(Material supplied begins)
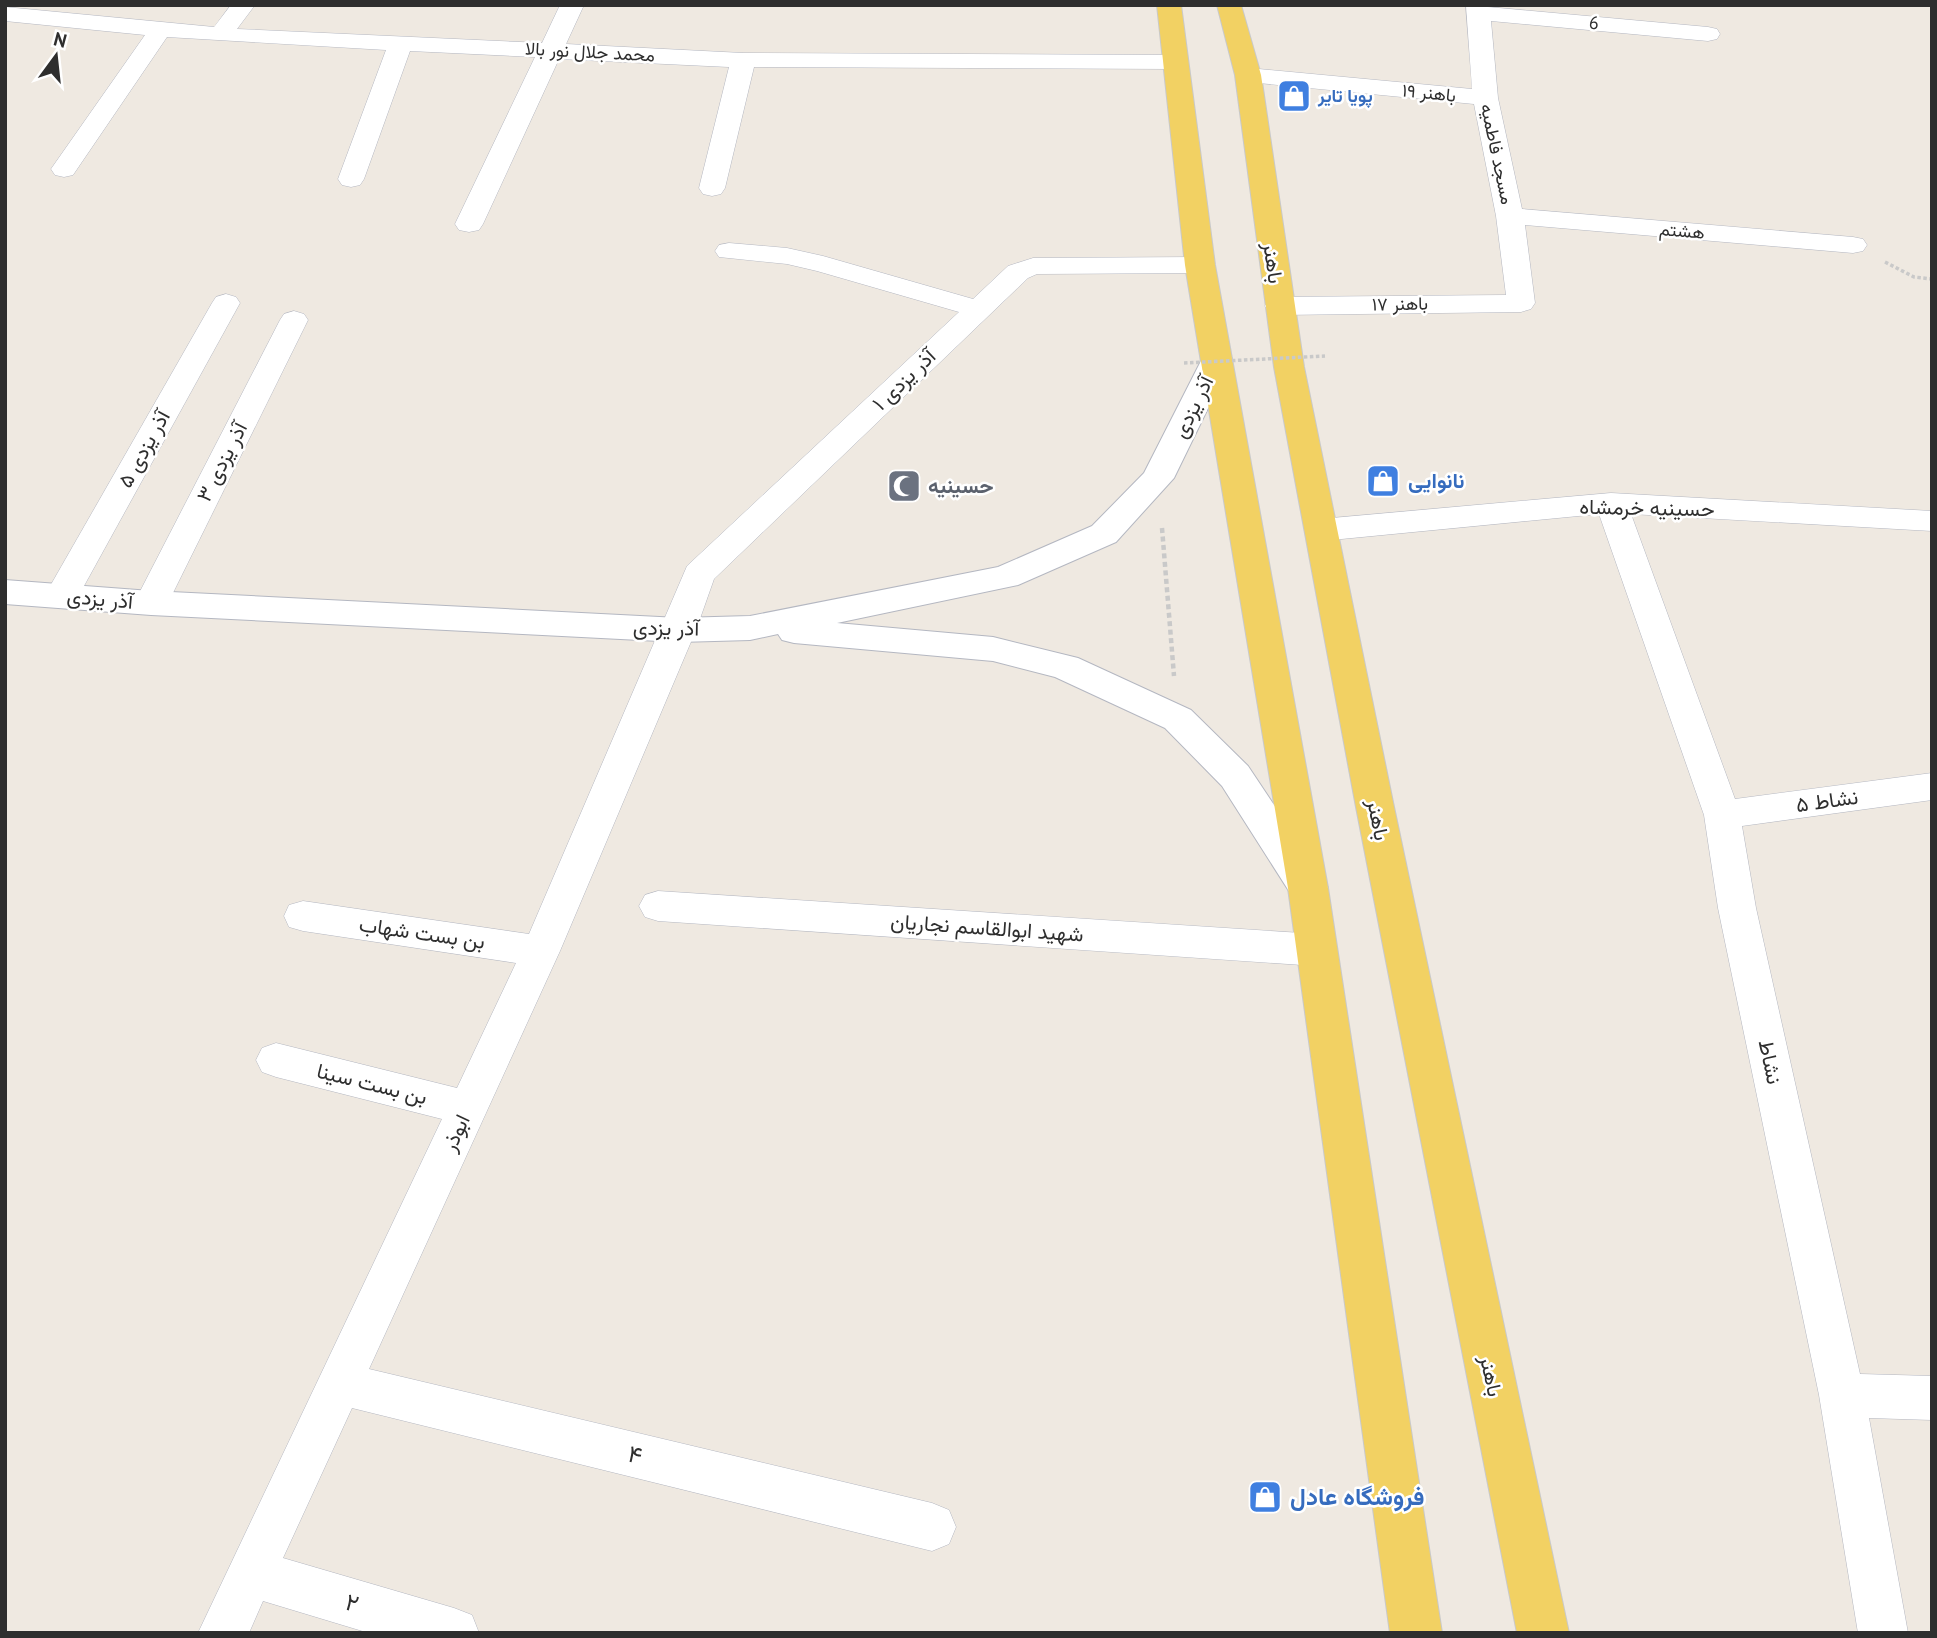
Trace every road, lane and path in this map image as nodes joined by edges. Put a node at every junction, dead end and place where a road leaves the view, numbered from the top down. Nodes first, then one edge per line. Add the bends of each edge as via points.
1 (243, 5) edge
2 (572, 5) edge
3 (1169, 5) edge
4 (1229, 5) edge
5 (1479, 9) edge
6 (5, 15) edge
7 (160, 30) junction
8 (1708, 34) dead end
9 (220, 35) junction
10 (400, 44) junction
11 (553, 50) junction
12 (743, 60) junction
13 (1176, 62) junction
14 (1248, 75) junction
15 (1485, 98) junction
16 (64, 169) dead end
17 (351, 179) dead end
18 (712, 188) dead end
19 (1510, 216) junction
20 (469, 224) dead end
21 (1853, 245) joint
22 (729, 251) dead end
23 (1200, 265) junction
24 (1932, 279) edge
25 (226, 303) dead end
26 (1521, 303) joint
27 (1279, 306) junction
28 (978, 309) junction
29 (294, 320) dead end
30 (1325, 356) dead end
31 (1200, 361) junction
32 (1158, 478) junction
33 (1611, 503) junction
34 (1932, 521) edge
35 (1321, 530) junction
36 (5, 592) edge
37 (62, 595) junction
38 (151, 603) junction
39 (750, 628) junction
40 (679, 630) junction
41 (1178, 719) junction
42 (1932, 786) edge
43 (1722, 815) junction
44 (1308, 888) junction
45 (658, 906) dead end
46 (303, 916) dead end
47 (1317, 950) junction
48 (541, 951) junction
49 (276, 1060) dead end
50 (468, 1108) junction
51 (339, 1383) junction
52 (1842, 1395) junction
53 (1932, 1398) edge
54 (932, 1527) dead end
55 (250, 1573) junction
56 (223, 1633) edge
57 (454, 1633) edge
58 (1416, 1633) edge
59 (1543, 1633) edge
60 (1883, 1633) edge

1 - 9 street
2 - 11 street
3 - 13 main road
4 - 14 main road, باهنر
5 - 8 street, 6
5 - 15 street, مسجد فاطمیه
6 - 7 street, محمد جلال نور بالا
7 - 9 street, محمد جلال نور بالا
7 - 16 street
9 - 10 street, محمد جلال نور بالا
10 - 11 street, محمد جلال نور بالا
10 - 17 street
11 - 12 street, محمد جلال نور بالا
11 - 20 street
12 - 13 street, محمد جلال نور بالا
12 - 18 street
13 - 23 main road
14 - 15 street, باهنر ۱۹
14 - 27 main road, باهنر
15 - 19 street, مسجد فاطمیه
19 - 21 street, هشتم
19 - 26 street, مسجد فاطمیه
21 - 24 path via 1914,276
22 - 28 street via 823,264
23 - 28 street, آذر یزدی ۱ via 1033,266 1017,272
23 - 31 main road
25 - 37 street, آذر یزدی ۵
26 - 27 street, باهنر ۱۷
27 - 35 main road, باهنر
28 - 40 street, آذر یزدی ۱ via 699,575
29 - 38 street, آذر یزدی ۳
30 - 31 path, bridge
31 - 32 street, آذر یزدی
31 - 44 main road
32 - 39 street, آذر یزدی via 1104,534 1006,578
32 - 41 path
33 - 34 street, حسینیه خرمشاه
33 - 35 street, حسینیه خرمشاه
33 - 43 street, نشاط
35 - 59 main road, باهنر
36 - 37 street, آذر یزدی
37 - 38 street, آذر یزدی
38 - 40 street, آذر یزدی
39 - 40 street, آذر یزدی
39 - 41 street via 993,649 1066,667
40 - 48 street, ابوذر
41 - 44 street via 1235,776
42 - 43 street, نشاط ۵
43 - 52 street, نشاط via 1737,908
44 - 47 main road
45 - 47 street, شهید ابوالقاسم نجاریان
46 - 48 street, بن بست شهاب
47 - 58 main road
48 - 50 street, ابوذر
49 - 50 street, بن بست سینا
50 - 51 street, ابوذر
51 - 54 street, ۴
51 - 55 street, ابوذر
52 - 53 street
52 - 60 street, نشاط
55 - 56 street, ابوذر
55 - 57 street, ۲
(Material supplied ends)
## Problem
All of the records above should be reproduced exactly, with the pictures left out.

## Expected output
Trace every road, lane and path in this map image as nodes joined by edges. Put a node at every junction, dead end and place where a road leaves the view, numbered from the top down. Nodes first, then one edge per line. Add the bends of each edge as via points.
1 (243, 5) edge
2 (572, 5) edge
3 (1169, 5) edge
4 (1229, 5) edge
5 (1479, 9) edge
6 (5, 15) edge
7 (160, 30) junction
8 (1708, 34) dead end
9 (220, 35) junction
10 (400, 44) junction
11 (553, 50) junction
12 (743, 60) junction
13 (1176, 62) junction
14 (1248, 75) junction
15 (1485, 98) junction
16 (64, 169) dead end
17 (351, 179) dead end
18 (712, 188) dead end
19 (1510, 216) junction
20 (469, 224) dead end
21 (1853, 245) joint
22 (729, 251) dead end
23 (1200, 265) junction
24 (1932, 279) edge
25 (226, 303) dead end
26 (1521, 303) joint
27 (1279, 306) junction
28 (978, 309) junction
29 (294, 320) dead end
30 (1325, 356) dead end
31 (1200, 361) junction
32 (1158, 478) junction
33 (1611, 503) junction
34 (1932, 521) edge
35 (1321, 530) junction
36 (5, 592) edge
37 (62, 595) junction
38 (151, 603) junction
39 (750, 628) junction
40 (679, 630) junction
41 (1178, 719) junction
42 (1932, 786) edge
43 (1722, 815) junction
44 (1308, 888) junction
45 (658, 906) dead end
46 (303, 916) dead end
47 (1317, 950) junction
48 (541, 951) junction
49 (276, 1060) dead end
50 (468, 1108) junction
51 (339, 1383) junction
52 (1842, 1395) junction
53 (1932, 1398) edge
54 (932, 1527) dead end
55 (250, 1573) junction
56 (223, 1633) edge
57 (454, 1633) edge
58 (1416, 1633) edge
59 (1543, 1633) edge
60 (1883, 1633) edge

1 - 9 street
2 - 11 street
3 - 13 main road
4 - 14 main road, باهنر
5 - 8 street, 6
5 - 15 street, مسجد فاطمیه
6 - 7 street, محمد جلال نور بالا
7 - 9 street, محمد جلال نور بالا
7 - 16 street
9 - 10 street, محمد جلال نور بالا
10 - 11 street, محمد جلال نور بالا
10 - 17 street
11 - 12 street, محمد جلال نور بالا
11 - 20 street
12 - 13 street, محمد جلال نور بالا
12 - 18 street
13 - 23 main road
14 - 15 street, باهنر ۱۹
14 - 27 main road, باهنر
15 - 19 street, مسجد فاطمیه
19 - 21 street, هشتم
19 - 26 street, مسجد فاطمیه
21 - 24 path via 1914,276
22 - 28 street via 823,264
23 - 28 street, آذر یزدی ۱ via 1033,266 1017,272
23 - 31 main road
25 - 37 street, آذر یزدی ۵
26 - 27 street, باهنر ۱۷
27 - 35 main road, باهنر
28 - 40 street, آذر یزدی ۱ via 699,575
29 - 38 street, آذر یزدی ۳
30 - 31 path, bridge
31 - 32 street, آذر یزدی
31 - 44 main road
32 - 39 street, آذر یزدی via 1104,534 1006,578
32 - 41 path
33 - 34 street, حسینیه خرمشاه
33 - 35 street, حسینیه خرمشاه
33 - 43 street, نشاط
35 - 59 main road, باهنر
36 - 37 street, آذر یزدی
37 - 38 street, آذر یزدی
38 - 40 street, آذر یزدی
39 - 40 street, آذر یزدی
39 - 41 street via 993,649 1066,667
40 - 48 street, ابوذر
41 - 44 street via 1235,776
42 - 43 street, نشاط ۵
43 - 52 street, نشاط via 1737,908
44 - 47 main road
45 - 47 street, شهید ابوالقاسم نجاریان
46 - 48 street, بن بست شهاب
47 - 58 main road
48 - 50 street, ابوذر
49 - 50 street, بن بست سینا
50 - 51 street, ابوذر
51 - 54 street, ۴
51 - 55 street, ابوذر
52 - 53 street
52 - 60 street, نشاط
55 - 56 street, ابوذر
55 - 57 street, ۲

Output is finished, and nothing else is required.